Table 16. Priority Ranking of Total Barriers of Collaborative Information Sharing in Maritime Logistics.

Top-Level Barriers (Ranking)	Sub-Category	Ranking (Global)	Ranking (Local)
Regulatory and Policy Barriers (#3)	Lack of Governance Agreements (LGA)	15	4
	Difficulty in Agreeing on Cost/Profit-Sharing Policies (DACPSP)	7	1
	Lack of Trust in the Coordinator (LTC)	10	2
	Inadequate Government Support (IGS)	12	3
Data Quality and Standardization Barriers (#2)	Asymmetrical Information Distribution (AID)	9	3
	Lack of Timely Information Updates (LTIU)	11	4
	Low Information Accuracy (LIA)	19	6
	Lack of Information Interoperability (LII)	8	2
	Lack of Common Standards for Shared Data (LCSSD)	6	1
	Absence of Information/Data Sharing Platform (AIDSP)	14	5
Knowledge, Behavior, and Attitude of Stakeholders (#1)	Failing to Keep Commitments (FKC)	3	3
	Lack of Trust among Partners (LTP)	2	2
	Unawareness of the Collaboration Benefits (UCB)	1	1
	Misconception of Collaborative Supply Chain Aims and Technologies (MCSCAT)	5	5
	Resistance to Change (RC)	4	4
Internal Organizational Barriers (#5)	Lack of Trained Employees and Training Systems (LTETS)	20	2
	Lack of Communication (LC)	22	4
	Data Security/Privacy Issues (DSPI)	17	1
	Limited IT Infrastructure (LITI)	21	3
Cross-Organizational Barriers (#4)	Cultural Resistance to Collaborate (CRC)	13	1
	Unequal Cost-Sharing among Stakeholders (UCSS)	16	2
	Risk of System Conversion (RSC)	18	3

summarizes the total ranking of each barrier.

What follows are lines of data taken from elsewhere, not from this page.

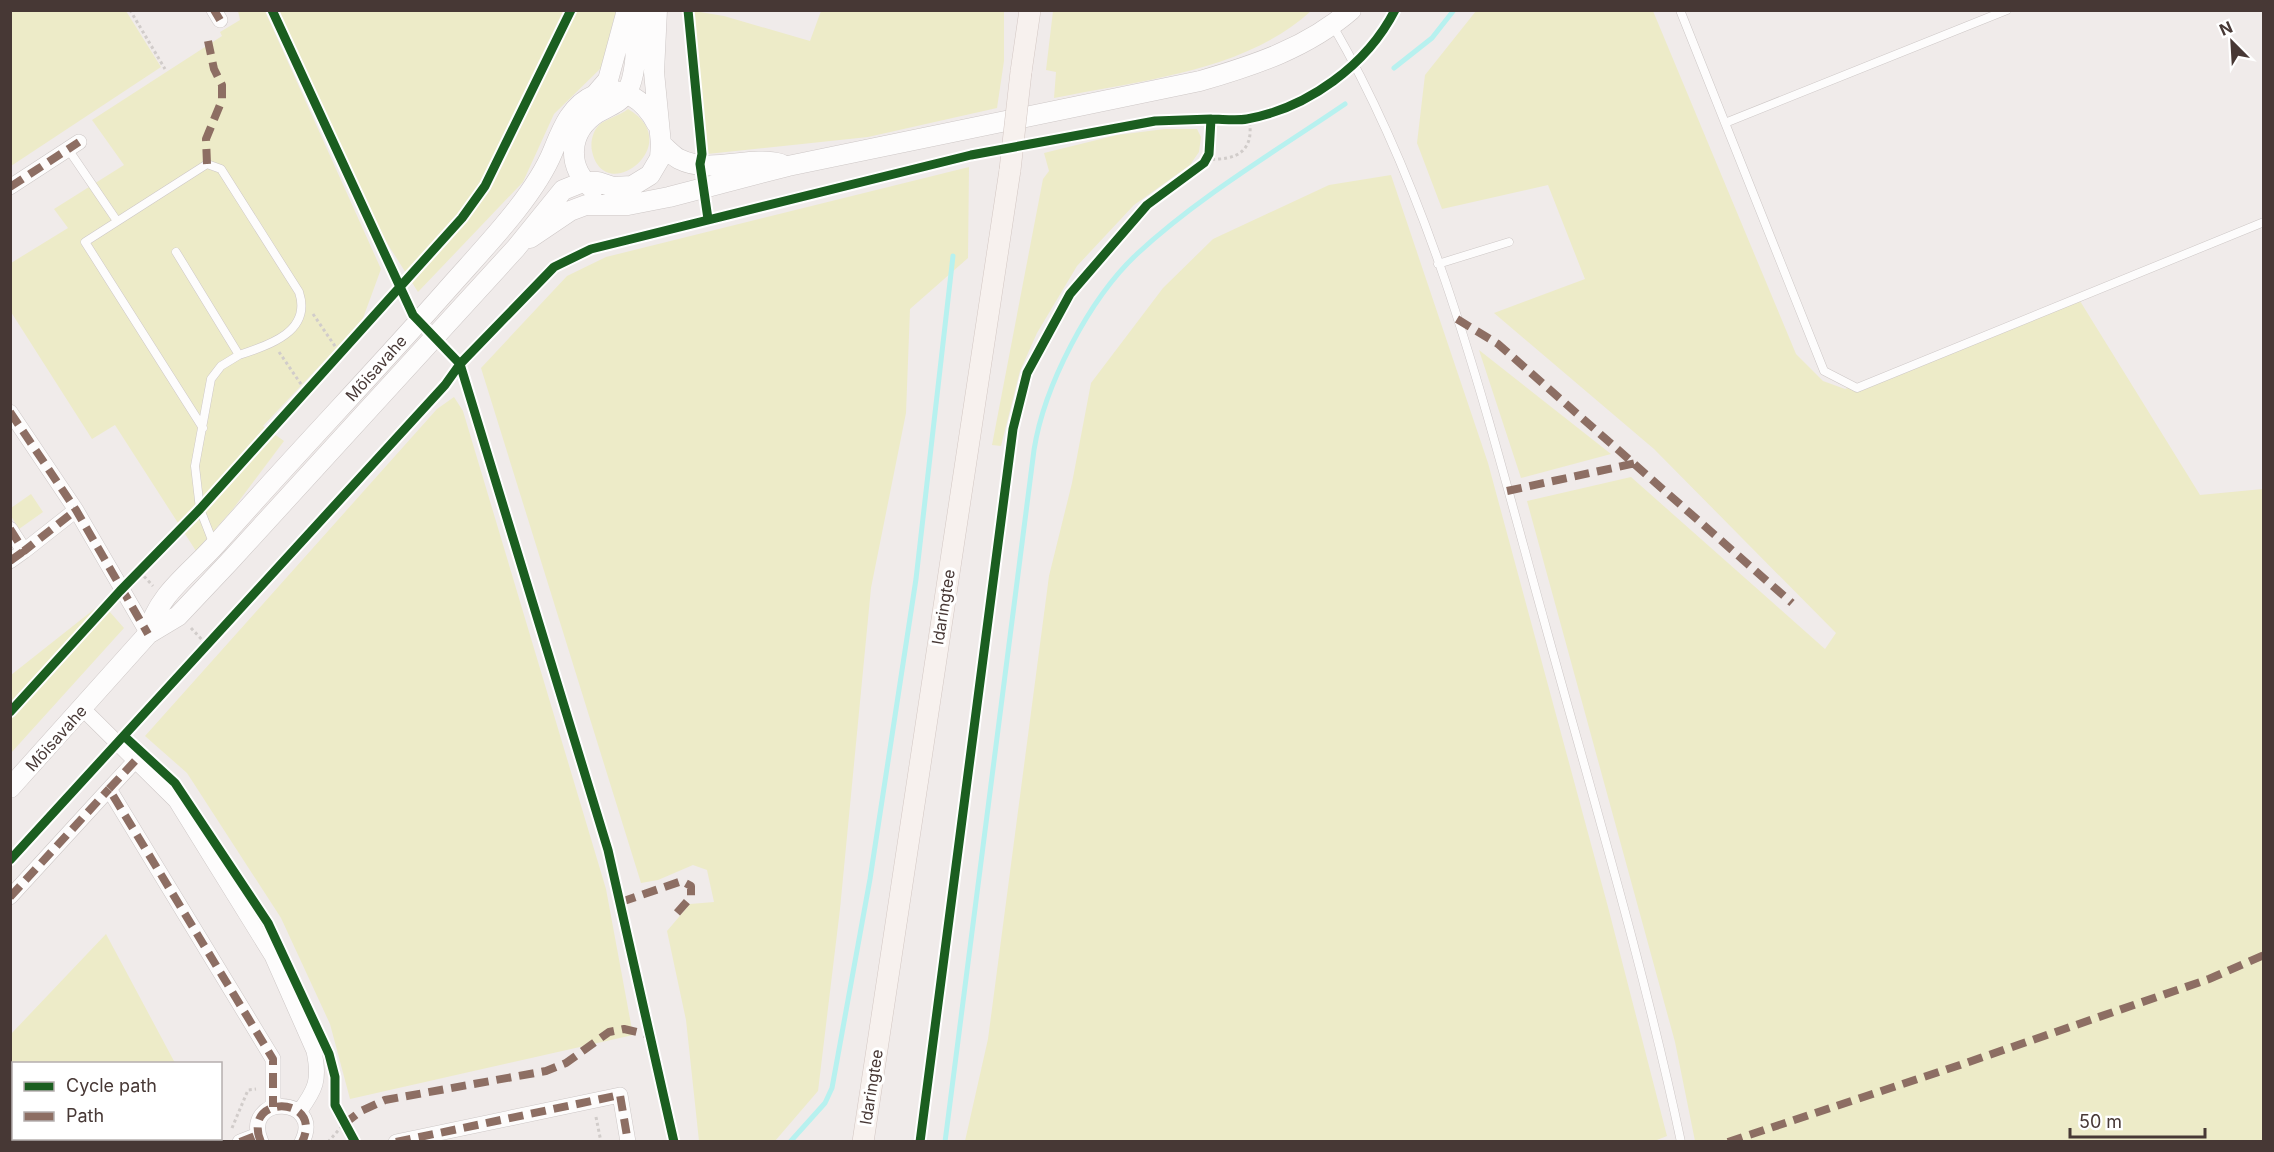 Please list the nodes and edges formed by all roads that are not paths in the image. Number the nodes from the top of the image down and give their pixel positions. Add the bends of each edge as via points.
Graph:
1 (627, 10) edge
2 (638, 10) edge
3 (657, 10) edge
4 (1021, 10) edge
5 (1030, 10) edge
6 (1351, 10) edge
7 (1680, 10) edge
8 (2007, 10) edge
9 (1335, 18) edge
10 (1021, 72) junction
11 (626, 93) junction
12 (595, 95) junction
13 (1725, 123) junction
14 (660, 135) junction
15 (73, 146) joint
16 (788, 166) junction
17 (583, 182) junction
18 (10, 187) edge
19 (612, 203) junction
20 (117, 221) junction
21 (2264, 222) edge
22 (1509, 242) dead end
23 (516, 249) junction
24 (176, 252) dead end
25 (1438, 264) junction
26 (239, 355) junction
27 (10, 412) edge
28 (203, 428) junction
29 (76, 510) junction
30 (10, 529) edge
31 (215, 546) junction
32 (24, 551) junction
33 (10, 561) edge
34 (229, 562) junction
35 (148, 634) junction
36 (83, 709) junction
37 (135, 761) junction
38 (10, 788) edge
39 (109, 789) junction
40 (10, 897) edge
41 (273, 1107) junction
42 (299, 1112) junction
43 (260, 1138) edge
44 (304, 1141) edge
45 (240, 1142) edge
46 (396, 1142) edge
47 (628, 1142) edge
48 (863, 1142) edge
49 (1681, 1142) edge

1 - 12 street, Mõisavahe via 610,72
2 - 11 street via 632,77
3 - 14 street via 654,72
4 - 10 main road, Idaringtee
5 - 10 main road, Idaringtee
6 - 9 street
7 - 13 lane
8 - 13 lane
9 - 16 street via 1261,64 1200,81
9 - 25 lane via 1366,84
10 - 48 main road, Idaringtee, bridge via 1010,170
11 - 12 street
11 - 14 street via 649,109
11 - 17 street via 581,128 572,148 574,167
12 - 31 street, Mõisavahe via 570,115 532,188 461,273
13 - 21 lane via 1824,371 1857,388
14 - 16 street via 680,159 700,164 769,161
14 - 17 street via 660,158 650,174 632,186 613,188
15 - 18 street
15 - 20 lane
16 - 19 street via 669,197 628,205
17 - 19 street
17 - 23 street, Mõisavahe via 563,190
19 - 23 street via 570,211
20 - 26 lane via 207,164 221,169 302,302 297,324 272,342
20 - 28 lane via 84,243
22 - 25 lane
23 - 34 street, Mõisavahe
24 - 26 lane
25 - 49 lane via 1535,589 1661,1045
26 - 28 lane via 211,378
27 - 29 street
28 - 31 lane via 195,466 200,509
29 - 32 street
29 - 35 street
30 - 32 street
31 - 34 lane
31 - 35 street, Mõisavahe via 163,599 152,615
32 - 33 street
34 - 35 street, Mõisavahe via 178,616
35 - 36 street, Mõisavahe
36 - 37 street
36 - 38 street, Mõisavahe
37 - 39 street
37 - 42 street via 176,801 272,956 316,1063 314,1092
39 - 40 street
39 - 41 street via 273,1059
41 - 42 street via 287,1106
41 - 43 street via 262,1115
42 - 44 street via 305,1125
43 - 45 street
46 - 47 street via 620,1095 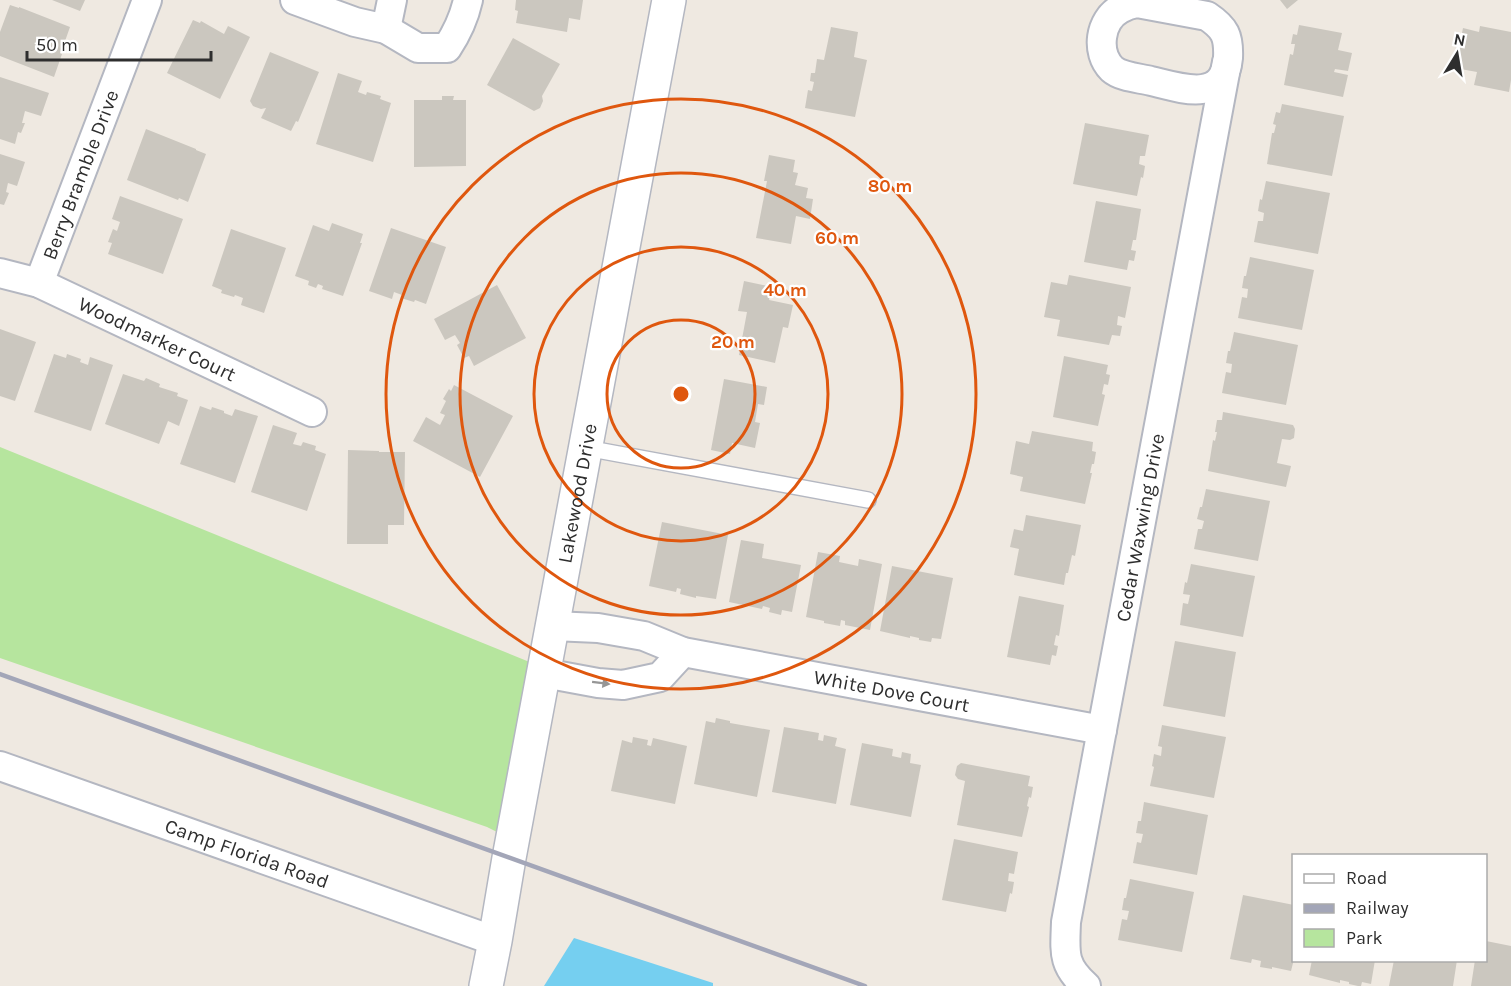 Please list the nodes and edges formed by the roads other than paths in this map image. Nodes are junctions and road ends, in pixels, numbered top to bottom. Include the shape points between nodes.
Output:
1 (147, 0) edge
2 (295, 0) edge
3 (392, 0) edge
4 (468, 0) edge
5 (669, 0) edge
6 (386, 28) junction
7 (1227, 62) dead end
8 (0, 273) edge
9 (39, 283) junction
10 (312, 412) dead end
11 (586, 448) junction
12 (868, 500) dead end
13 (552, 626) junction
14 (683, 652) junction
15 (544, 673) junction
16 (1102, 730) junction
17 (0, 766) edge
18 (495, 941) junction
19 (486, 986) edge
20 (1086, 986) edge

1 - 9 street, Berry Bramble Drive
2 - 6 street via 355,22
3 - 6 street
4 - 6 street via 456,35 447,48 418,48
5 - 11 street, Lakewood Drive
7 - 16 street, Cedar Waxwing Drive
8 - 9 street, Woodmarker Court
9 - 10 street, Woodmarker Court
11 - 12 lane
11 - 13 street, Lakewood Drive
13 - 14 street, White Dove Court via 644,636
13 - 15 street, Lakewood Drive
15 -> 14 street via 623,685 660,677
14 - 16 street, White Dove Court
15 - 18 street, Lakewood Drive
16 - 20 street, Cedar Waxwing Drive via 1066,922 1068,964
17 - 18 street, Camp Florida Road
18 - 19 street, Lakewood Drive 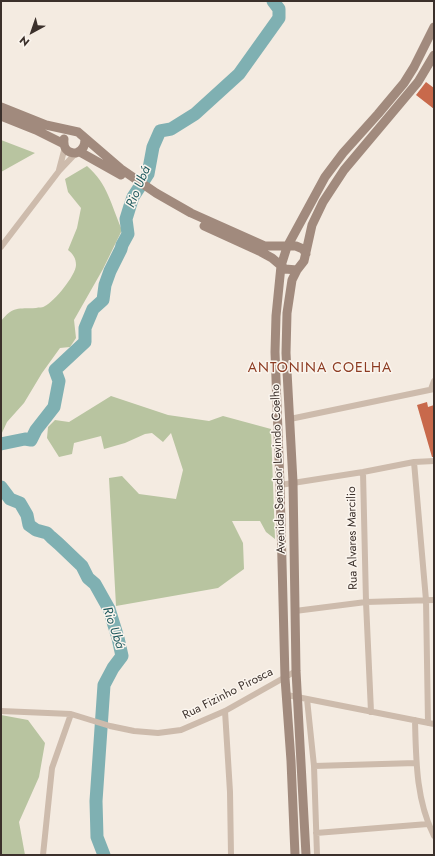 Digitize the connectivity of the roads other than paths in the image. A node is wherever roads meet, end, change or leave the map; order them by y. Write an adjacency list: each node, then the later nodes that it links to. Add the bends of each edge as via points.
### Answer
1 (434, 27): 13 (street, via 404,83 325,177)
2 (434, 56): 14 (street, Avenida Senador Levindo Coelho, via 418,82 344,170 332,188 312,225)
3 (1, 107): 5 (street, via 46,125)
4 (1, 116): 7 (street, via 36,130)
5 (74, 132): 6 (street, via 78,132); 7 (street, via 66,136)
6 (84, 139): 8 (street, via 85,144); 10 (street)
7 (64, 146): 8 (street, via 69,152); 9 (street)
8 (78, 153): 9 (street); 10 (street)
9 (59, 171): 12 (street)
10 (129, 177): 11 (street)
11 (155, 195): 13 (street, via 261,244); 15 (street, via 188,218 266,255)
12 (1, 247)
13 (287, 247): 14 (street, via 299,247); 15 (street)
14 (306, 254): 16 (street, Avenida Senador Levindo Coelho, via 303,264)
15 (281, 266): 16 (street, via 287,270); 24 (street, via 275,352)
16 (297, 270): 19 (street, Avenida Senador Levindo Coelho, via 292,280 287,313 286,353)
17 (434, 381): 18 (street)
18 (432, 389): 19 (street)
19 (290, 419): 23 (street, Avenida Senador Levindo Coelho)
20 (434, 461): 21 (street)
21 (414, 462): 22 (street); 25 (street)
22 (363, 472): 23 (street); 27 (street, Rua Alvares Marcilio)
23 (293, 482): 24 (street); 28 (street, Avenida Senador Levindo Coelho)
24 (280, 485): 30 (street)
25 (426, 600): 26 (street); 27 (street); 38 (street)
26 (434, 600)
27 (366, 602): 28 (street); 35 (street, Rua Alvares Marcilio)
28 (295, 611): 29 (street, Avenida Senador Levindo Coelho)
29 (296, 671): 30 (street, Rua Fizinho Pirosca); 32 (street, Avenida Senador Levindo Coelho)
30 (285, 678): 31 (street); 34 (street, Rua Fizinho Pirosca)
31 (287, 695): 32 (street); 46 (street)
32 (303, 699): 35 (street); 40 (street); 47 (street, Avenida Senador Levindo Coelho)
33 (1, 710): 36 (street, Rua Fizinho Pirosca)
34 (225, 710): 36 (street, Rua Fizinho Pirosca, via 181,730 158,733 110,726); 45 (street)
35 (371, 712): 37 (street)
36 (71, 714): 44 (street, via 52,768)
37 (415, 720): 38 (street); 39 (street)
38 (431, 723)
39 (416, 763): 40 (street); 41 (street, via 422,804)
40 (314, 766): 42 (street)
41 (428, 824): 42 (street); 43 (street)
42 (316, 833): 48 (street)
43 (434, 836)
44 (43, 855)
45 (231, 855)
46 (295, 855)
47 (306, 855)
48 (317, 855)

4.2.7. Sensitivity Analysis

To ensure the robustness and reliability of the Fuzzy AHP results, a weight sensitivity analysis was conducted. This test involved systematically adjusting the barrier weights to observe potential ranking changes. To further assess the resilience of the rankings, a randomized perturbation approach was applied, where weights of barriers were modified randomly within a range of ±5% to ±30%.

The results of the sensitivity analysis indicate the following key findings: for minor perturbations (±5% to ±10%), the rankings remained highly stable, with Spearman’s Rank Correlation Coefficient exceeding 0.98 in all cases, suggesting a high level of robustness in the rankings. For moderate perturbations (±10% to ±20%), some barriers exhibited slight shifts in ranking, particularly those related to governance and policy constraints. For larger perturbations (±20% to ±30%), significant changes in ranking were observed for certain barriers, demonstrating that they are more sensitive to weight variations than others. In particular, highly sensitive barriers include DACPSP (Difficulty in Agreeing on Cost/Profit Sharing Policies) and AID (Asymmetrical Information Distribution). These barriers require further evaluation, as their relative importance may shift depending on different operational or regulatory conditions. LGA (Lack of Governance Agreements), IGS (Inadequate Government Support), and LTC (Lack of Trust in the Coordinator) remained relatively stable across all perturbation levels. These barriers are likely to remain critical obstacles regardless of minor changes in weight assumptions. This analysis result is summarized in

Table 17. Weight Sensitivity Analysis Result.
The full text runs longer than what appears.